**WORK TO COMPLETE**
The full listing, copied exactly, is the required output.
─── DATA FOR THIS TASK ───
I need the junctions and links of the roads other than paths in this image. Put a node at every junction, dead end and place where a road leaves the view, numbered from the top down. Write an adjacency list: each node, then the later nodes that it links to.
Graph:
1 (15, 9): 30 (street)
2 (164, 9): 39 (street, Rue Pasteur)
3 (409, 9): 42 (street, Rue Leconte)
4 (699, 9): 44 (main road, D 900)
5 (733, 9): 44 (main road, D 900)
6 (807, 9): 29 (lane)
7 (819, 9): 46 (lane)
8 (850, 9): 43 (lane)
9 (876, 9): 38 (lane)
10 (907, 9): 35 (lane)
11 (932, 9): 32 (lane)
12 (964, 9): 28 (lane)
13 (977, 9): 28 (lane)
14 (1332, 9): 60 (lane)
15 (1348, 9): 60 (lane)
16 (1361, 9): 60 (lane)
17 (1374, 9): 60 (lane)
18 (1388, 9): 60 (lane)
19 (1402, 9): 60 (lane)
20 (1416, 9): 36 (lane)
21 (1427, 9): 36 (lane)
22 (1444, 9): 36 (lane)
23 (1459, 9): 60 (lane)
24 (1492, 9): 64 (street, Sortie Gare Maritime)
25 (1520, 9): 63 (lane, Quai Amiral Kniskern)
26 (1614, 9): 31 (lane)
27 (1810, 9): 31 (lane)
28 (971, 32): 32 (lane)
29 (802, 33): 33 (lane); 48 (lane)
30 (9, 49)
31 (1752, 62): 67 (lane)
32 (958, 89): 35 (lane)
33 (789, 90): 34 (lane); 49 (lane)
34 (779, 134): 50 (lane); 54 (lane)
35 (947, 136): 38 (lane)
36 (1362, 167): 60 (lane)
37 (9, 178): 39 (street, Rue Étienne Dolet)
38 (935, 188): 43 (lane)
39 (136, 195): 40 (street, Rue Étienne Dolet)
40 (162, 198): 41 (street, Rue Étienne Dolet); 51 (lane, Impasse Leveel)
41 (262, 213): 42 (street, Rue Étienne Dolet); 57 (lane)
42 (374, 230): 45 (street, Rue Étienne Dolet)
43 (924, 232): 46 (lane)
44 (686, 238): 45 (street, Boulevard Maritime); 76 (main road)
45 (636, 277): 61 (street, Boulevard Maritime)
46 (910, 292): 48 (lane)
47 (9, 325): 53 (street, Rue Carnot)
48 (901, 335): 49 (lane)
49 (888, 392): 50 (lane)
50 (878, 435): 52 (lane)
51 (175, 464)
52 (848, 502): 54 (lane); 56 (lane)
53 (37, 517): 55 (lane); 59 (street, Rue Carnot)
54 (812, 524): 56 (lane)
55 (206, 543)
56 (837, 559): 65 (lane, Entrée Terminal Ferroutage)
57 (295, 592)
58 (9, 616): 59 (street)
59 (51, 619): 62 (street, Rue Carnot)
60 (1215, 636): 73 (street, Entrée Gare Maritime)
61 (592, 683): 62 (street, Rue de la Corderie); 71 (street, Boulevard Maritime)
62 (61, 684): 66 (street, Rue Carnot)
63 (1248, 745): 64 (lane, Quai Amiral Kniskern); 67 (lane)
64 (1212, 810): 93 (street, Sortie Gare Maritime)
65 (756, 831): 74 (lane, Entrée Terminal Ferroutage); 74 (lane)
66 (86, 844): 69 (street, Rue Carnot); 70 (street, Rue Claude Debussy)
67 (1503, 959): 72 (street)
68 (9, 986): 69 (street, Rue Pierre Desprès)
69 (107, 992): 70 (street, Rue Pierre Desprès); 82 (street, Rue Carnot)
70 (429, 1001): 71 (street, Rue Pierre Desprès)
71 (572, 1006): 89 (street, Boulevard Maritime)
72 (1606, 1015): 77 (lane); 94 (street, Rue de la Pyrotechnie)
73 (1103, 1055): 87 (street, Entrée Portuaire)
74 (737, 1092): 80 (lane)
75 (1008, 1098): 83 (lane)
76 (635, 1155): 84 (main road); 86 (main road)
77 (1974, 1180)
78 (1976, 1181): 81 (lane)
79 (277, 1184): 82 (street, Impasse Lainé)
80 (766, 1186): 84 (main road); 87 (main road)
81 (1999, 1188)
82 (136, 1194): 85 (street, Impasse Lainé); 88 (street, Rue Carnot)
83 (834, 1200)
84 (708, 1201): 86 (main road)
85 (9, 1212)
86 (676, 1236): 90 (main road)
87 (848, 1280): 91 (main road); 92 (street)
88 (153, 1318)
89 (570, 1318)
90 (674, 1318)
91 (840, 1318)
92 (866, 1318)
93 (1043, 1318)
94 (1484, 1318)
───
**RESPONSE TO THE EXERCISE**
I need the junctions and links of the roads other than paths in this image. Put a node at every junction, dead end and place where a road leaves the view, numbered from the top down. Write an adjacency list: each node, then the later nodes that it links to.
Graph:
1 (15, 9): 30 (street)
2 (164, 9): 39 (street, Rue Pasteur)
3 (409, 9): 42 (street, Rue Leconte)
4 (699, 9): 44 (main road, D 900)
5 (733, 9): 44 (main road, D 900)
6 (807, 9): 29 (lane)
7 (819, 9): 46 (lane)
8 (850, 9): 43 (lane)
9 (876, 9): 38 (lane)
10 (907, 9): 35 (lane)
11 (932, 9): 32 (lane)
12 (964, 9): 28 (lane)
13 (977, 9): 28 (lane)
14 (1332, 9): 60 (lane)
15 (1348, 9): 60 (lane)
16 (1361, 9): 60 (lane)
17 (1374, 9): 60 (lane)
18 (1388, 9): 60 (lane)
19 (1402, 9): 60 (lane)
20 (1416, 9): 36 (lane)
21 (1427, 9): 36 (lane)
22 (1444, 9): 36 (lane)
23 (1459, 9): 60 (lane)
24 (1492, 9): 64 (street, Sortie Gare Maritime)
25 (1520, 9): 63 (lane, Quai Amiral Kniskern)
26 (1614, 9): 31 (lane)
27 (1810, 9): 31 (lane)
28 (971, 32): 32 (lane)
29 (802, 33): 33 (lane); 48 (lane)
30 (9, 49)
31 (1752, 62): 67 (lane)
32 (958, 89): 35 (lane)
33 (789, 90): 34 (lane); 49 (lane)
34 (779, 134): 50 (lane); 54 (lane)
35 (947, 136): 38 (lane)
36 (1362, 167): 60 (lane)
37 (9, 178): 39 (street, Rue Étienne Dolet)
38 (935, 188): 43 (lane)
39 (136, 195): 40 (street, Rue Étienne Dolet)
40 (162, 198): 41 (street, Rue Étienne Dolet); 51 (lane, Impasse Leveel)
41 (262, 213): 42 (street, Rue Étienne Dolet); 57 (lane)
42 (374, 230): 45 (street, Rue Étienne Dolet)
43 (924, 232): 46 (lane)
44 (686, 238): 45 (street, Boulevard Maritime); 76 (main road)
45 (636, 277): 61 (street, Boulevard Maritime)
46 (910, 292): 48 (lane)
47 (9, 325): 53 (street, Rue Carnot)
48 (901, 335): 49 (lane)
49 (888, 392): 50 (lane)
50 (878, 435): 52 (lane)
51 (175, 464)
52 (848, 502): 54 (lane); 56 (lane)
53 (37, 517): 55 (lane); 59 (street, Rue Carnot)
54 (812, 524): 56 (lane)
55 (206, 543)
56 (837, 559): 65 (lane, Entrée Terminal Ferroutage)
57 (295, 592)
58 (9, 616): 59 (street)
59 (51, 619): 62 (street, Rue Carnot)
60 (1215, 636): 73 (street, Entrée Gare Maritime)
61 (592, 683): 62 (street, Rue de la Corderie); 71 (street, Boulevard Maritime)
62 (61, 684): 66 (street, Rue Carnot)
63 (1248, 745): 64 (lane, Quai Amiral Kniskern); 67 (lane)
64 (1212, 810): 93 (street, Sortie Gare Maritime)
65 (756, 831): 74 (lane, Entrée Terminal Ferroutage); 74 (lane)
66 (86, 844): 69 (street, Rue Carnot); 70 (street, Rue Claude Debussy)
67 (1503, 959): 72 (street)
68 (9, 986): 69 (street, Rue Pierre Desprès)
69 (107, 992): 70 (street, Rue Pierre Desprès); 82 (street, Rue Carnot)
70 (429, 1001): 71 (street, Rue Pierre Desprès)
71 (572, 1006): 89 (street, Boulevard Maritime)
72 (1606, 1015): 77 (lane); 94 (street, Rue de la Pyrotechnie)
73 (1103, 1055): 87 (street, Entrée Portuaire)
74 (737, 1092): 80 (lane)
75 (1008, 1098): 83 (lane)
76 (635, 1155): 84 (main road); 86 (main road)
77 (1974, 1180)
78 (1976, 1181): 81 (lane)
79 (277, 1184): 82 (street, Impasse Lainé)
80 (766, 1186): 84 (main road); 87 (main road)
81 (1999, 1188)
82 (136, 1194): 85 (street, Impasse Lainé); 88 (street, Rue Carnot)
83 (834, 1200)
84 (708, 1201): 86 (main road)
85 (9, 1212)
86 (676, 1236): 90 (main road)
87 (848, 1280): 91 (main road); 92 (street)
88 (153, 1318)
89 (570, 1318)
90 (674, 1318)
91 (840, 1318)
92 (866, 1318)
93 (1043, 1318)
94 (1484, 1318)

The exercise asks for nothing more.